[Dataset entries]

□ □ □ □ □ □ □

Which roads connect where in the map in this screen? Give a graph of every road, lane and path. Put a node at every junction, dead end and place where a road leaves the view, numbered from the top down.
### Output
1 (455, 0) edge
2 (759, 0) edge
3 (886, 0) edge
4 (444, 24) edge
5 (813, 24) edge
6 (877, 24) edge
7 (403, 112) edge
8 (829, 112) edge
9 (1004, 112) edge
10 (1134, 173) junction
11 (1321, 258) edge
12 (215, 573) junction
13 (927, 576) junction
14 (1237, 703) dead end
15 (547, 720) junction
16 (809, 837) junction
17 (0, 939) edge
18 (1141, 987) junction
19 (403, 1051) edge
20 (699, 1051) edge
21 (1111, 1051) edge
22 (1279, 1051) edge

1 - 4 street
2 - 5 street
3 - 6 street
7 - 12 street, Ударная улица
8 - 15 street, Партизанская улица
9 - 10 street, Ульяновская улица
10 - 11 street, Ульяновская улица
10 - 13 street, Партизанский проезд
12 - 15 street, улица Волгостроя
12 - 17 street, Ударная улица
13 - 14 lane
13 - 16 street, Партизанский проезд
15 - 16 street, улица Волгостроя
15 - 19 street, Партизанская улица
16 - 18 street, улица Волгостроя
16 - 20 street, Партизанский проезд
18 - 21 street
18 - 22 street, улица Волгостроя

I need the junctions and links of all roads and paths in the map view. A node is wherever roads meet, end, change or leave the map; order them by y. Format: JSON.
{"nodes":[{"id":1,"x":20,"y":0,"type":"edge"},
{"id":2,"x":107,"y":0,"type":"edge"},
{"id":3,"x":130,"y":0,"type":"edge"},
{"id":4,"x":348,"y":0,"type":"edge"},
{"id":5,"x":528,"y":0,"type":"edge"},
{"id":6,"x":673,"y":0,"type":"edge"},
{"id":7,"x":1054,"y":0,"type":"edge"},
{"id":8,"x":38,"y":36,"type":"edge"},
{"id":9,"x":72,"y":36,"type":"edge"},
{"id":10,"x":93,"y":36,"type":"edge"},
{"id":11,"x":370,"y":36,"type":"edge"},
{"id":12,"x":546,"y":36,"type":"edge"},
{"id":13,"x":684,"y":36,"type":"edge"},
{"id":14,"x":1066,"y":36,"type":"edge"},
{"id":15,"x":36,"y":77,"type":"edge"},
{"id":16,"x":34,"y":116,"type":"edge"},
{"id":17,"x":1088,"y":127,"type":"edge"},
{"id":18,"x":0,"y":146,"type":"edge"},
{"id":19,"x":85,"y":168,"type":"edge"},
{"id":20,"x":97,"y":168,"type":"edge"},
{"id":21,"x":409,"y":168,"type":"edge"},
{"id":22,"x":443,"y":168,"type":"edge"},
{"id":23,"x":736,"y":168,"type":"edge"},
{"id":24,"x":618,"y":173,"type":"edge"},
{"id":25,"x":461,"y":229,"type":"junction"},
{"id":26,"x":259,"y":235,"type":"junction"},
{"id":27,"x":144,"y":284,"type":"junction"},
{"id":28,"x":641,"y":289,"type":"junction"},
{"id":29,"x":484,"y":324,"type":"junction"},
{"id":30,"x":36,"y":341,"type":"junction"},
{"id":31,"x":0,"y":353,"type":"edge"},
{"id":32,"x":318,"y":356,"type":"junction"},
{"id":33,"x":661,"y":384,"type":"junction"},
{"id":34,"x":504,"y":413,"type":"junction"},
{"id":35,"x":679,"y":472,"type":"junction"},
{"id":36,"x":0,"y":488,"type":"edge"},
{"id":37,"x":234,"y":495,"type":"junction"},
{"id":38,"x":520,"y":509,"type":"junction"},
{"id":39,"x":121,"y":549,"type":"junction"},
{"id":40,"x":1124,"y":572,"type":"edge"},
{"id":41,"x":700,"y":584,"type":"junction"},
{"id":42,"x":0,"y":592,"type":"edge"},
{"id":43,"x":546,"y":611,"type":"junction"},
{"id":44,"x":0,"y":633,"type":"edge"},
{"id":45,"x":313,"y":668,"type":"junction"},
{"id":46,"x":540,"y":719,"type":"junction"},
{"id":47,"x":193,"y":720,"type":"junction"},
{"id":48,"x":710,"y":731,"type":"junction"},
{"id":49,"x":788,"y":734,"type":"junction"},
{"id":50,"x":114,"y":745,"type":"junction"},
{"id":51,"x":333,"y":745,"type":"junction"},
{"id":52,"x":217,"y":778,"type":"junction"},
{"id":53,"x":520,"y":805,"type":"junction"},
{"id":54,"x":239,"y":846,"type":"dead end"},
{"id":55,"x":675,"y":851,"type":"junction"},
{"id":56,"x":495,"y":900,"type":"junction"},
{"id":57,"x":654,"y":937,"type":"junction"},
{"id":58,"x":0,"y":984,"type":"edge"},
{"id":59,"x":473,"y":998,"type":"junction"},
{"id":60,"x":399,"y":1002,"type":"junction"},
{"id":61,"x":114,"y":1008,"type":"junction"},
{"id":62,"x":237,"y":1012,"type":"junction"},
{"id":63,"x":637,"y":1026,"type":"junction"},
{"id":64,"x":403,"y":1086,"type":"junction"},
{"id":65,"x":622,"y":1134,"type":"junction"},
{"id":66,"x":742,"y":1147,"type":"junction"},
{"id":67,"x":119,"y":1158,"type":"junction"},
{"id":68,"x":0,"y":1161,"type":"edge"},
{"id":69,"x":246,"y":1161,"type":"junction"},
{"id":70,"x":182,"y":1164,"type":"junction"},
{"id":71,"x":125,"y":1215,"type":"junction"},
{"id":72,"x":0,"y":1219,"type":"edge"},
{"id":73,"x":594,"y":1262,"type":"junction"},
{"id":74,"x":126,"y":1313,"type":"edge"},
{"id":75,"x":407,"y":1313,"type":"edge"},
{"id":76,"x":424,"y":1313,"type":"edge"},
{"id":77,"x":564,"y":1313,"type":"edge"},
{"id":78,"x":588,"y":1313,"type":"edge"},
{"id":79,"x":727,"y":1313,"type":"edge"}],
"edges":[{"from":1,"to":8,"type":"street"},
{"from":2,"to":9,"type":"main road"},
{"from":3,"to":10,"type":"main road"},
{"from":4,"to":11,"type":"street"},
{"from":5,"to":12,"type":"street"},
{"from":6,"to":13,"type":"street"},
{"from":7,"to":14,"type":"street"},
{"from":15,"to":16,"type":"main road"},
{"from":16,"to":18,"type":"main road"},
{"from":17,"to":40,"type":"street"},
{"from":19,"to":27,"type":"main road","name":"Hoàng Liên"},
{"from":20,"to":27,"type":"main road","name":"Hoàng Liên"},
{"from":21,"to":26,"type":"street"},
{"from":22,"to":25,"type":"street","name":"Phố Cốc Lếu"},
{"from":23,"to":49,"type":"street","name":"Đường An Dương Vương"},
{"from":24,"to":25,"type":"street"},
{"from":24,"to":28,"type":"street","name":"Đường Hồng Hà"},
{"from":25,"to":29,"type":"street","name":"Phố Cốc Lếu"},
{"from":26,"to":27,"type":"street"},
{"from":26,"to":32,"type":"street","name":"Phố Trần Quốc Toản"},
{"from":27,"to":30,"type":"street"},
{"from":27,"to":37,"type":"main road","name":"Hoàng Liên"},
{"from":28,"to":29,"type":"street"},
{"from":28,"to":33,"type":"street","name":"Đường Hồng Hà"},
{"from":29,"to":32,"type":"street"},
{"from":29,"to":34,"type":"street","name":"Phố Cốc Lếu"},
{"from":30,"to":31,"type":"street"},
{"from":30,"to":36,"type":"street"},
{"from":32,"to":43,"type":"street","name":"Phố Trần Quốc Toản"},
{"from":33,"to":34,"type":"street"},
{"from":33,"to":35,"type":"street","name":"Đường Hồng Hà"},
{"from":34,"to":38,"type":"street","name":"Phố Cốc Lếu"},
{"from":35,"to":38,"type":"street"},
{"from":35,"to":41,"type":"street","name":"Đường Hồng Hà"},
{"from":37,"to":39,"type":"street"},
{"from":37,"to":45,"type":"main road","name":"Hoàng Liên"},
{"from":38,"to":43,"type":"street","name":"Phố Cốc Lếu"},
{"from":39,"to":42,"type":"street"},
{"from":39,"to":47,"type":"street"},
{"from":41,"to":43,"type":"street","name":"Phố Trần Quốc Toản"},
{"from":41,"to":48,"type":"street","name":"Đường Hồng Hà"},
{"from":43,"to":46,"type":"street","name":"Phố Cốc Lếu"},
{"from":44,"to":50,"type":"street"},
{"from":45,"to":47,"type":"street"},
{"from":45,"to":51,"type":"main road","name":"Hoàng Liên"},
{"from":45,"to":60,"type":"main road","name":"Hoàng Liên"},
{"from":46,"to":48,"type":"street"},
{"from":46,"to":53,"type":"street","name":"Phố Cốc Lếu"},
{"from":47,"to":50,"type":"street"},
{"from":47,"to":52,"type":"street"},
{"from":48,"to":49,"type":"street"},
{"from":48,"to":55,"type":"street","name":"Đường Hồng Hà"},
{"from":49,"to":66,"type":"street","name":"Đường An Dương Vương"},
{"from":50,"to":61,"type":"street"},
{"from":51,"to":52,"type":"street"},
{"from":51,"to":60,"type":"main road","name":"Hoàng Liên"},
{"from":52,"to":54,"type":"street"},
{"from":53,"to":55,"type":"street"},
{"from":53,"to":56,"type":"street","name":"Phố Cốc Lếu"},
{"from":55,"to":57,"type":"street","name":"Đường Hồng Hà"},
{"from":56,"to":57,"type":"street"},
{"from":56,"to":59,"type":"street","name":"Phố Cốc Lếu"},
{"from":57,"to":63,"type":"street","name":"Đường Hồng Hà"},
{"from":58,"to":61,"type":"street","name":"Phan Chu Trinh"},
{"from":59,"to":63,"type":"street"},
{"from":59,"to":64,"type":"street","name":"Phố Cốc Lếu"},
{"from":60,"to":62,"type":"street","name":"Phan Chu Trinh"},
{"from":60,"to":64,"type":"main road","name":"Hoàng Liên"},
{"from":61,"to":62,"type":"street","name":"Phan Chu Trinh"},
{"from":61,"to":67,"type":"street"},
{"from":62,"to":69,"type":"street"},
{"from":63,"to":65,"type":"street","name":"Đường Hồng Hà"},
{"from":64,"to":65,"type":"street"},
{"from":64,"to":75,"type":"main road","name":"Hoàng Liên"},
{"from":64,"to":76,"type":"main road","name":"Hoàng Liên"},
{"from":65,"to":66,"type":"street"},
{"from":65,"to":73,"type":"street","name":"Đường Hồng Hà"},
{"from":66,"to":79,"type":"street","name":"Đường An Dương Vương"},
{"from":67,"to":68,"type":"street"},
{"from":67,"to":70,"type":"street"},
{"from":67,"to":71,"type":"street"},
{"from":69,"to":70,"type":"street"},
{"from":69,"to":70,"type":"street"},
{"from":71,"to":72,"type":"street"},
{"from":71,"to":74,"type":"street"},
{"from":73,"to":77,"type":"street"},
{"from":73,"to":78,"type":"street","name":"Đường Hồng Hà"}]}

□ □ □ □ □ □ □

Looking through the data above, count the lines that include the string "dead" and give only the count.

3